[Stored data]
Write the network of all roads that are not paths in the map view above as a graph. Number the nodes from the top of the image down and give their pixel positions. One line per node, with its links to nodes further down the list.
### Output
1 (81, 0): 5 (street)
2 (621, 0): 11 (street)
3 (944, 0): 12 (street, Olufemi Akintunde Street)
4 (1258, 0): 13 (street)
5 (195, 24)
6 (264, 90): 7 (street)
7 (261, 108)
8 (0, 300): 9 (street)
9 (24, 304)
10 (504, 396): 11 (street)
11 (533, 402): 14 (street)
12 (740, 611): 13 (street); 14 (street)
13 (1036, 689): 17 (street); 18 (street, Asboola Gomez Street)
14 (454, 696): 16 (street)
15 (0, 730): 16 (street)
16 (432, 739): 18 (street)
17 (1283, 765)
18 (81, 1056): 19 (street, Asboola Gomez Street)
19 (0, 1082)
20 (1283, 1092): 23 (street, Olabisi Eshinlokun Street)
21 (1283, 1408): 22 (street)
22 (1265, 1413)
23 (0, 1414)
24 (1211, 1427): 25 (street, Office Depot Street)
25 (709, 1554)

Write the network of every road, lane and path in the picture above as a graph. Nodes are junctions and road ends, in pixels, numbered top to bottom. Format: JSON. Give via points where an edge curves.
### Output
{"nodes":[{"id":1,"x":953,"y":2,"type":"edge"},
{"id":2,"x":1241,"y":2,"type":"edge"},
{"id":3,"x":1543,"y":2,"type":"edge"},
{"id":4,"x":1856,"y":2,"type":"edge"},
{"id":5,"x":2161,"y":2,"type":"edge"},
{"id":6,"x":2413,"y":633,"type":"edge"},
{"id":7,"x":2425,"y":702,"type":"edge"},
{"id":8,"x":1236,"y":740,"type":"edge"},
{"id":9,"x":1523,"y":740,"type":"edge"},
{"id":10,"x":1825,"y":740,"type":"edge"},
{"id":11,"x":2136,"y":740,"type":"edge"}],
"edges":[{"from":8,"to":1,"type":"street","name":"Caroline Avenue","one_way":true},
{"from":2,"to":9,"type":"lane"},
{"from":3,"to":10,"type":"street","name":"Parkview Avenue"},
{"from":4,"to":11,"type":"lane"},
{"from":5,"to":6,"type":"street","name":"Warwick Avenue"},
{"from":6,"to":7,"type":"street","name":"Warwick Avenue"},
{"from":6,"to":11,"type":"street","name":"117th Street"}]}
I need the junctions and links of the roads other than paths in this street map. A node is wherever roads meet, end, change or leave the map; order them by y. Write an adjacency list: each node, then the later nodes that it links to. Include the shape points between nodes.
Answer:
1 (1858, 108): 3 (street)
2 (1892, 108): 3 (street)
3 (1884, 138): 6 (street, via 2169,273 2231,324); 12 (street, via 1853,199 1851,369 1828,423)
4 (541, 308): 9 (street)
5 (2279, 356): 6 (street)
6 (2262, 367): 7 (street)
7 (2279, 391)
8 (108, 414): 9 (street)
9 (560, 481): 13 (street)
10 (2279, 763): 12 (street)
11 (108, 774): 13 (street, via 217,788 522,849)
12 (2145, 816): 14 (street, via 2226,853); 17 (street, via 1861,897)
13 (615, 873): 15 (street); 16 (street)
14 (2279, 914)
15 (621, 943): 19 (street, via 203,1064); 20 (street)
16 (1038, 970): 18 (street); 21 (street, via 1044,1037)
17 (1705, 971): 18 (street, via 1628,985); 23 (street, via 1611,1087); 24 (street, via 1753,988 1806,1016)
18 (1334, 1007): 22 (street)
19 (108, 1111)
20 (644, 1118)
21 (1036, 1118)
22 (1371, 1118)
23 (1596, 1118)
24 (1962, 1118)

Task to complete — The lines above that hold the word "list" are the ones to copy.

Exercise answer —
Write the network of all roads that are not paths in the map view above as a graph. Number the nodes from the top of the image down and give their pixel positions. One line per node, with its links to nodes further down the list.
I need the junctions and links of the roads other than paths in this street map. A node is wherever roads meet, end, change or leave the map; order them by y. Write an adjacency list: each node, then the later nodes that it links to. Include the shape points between nodes.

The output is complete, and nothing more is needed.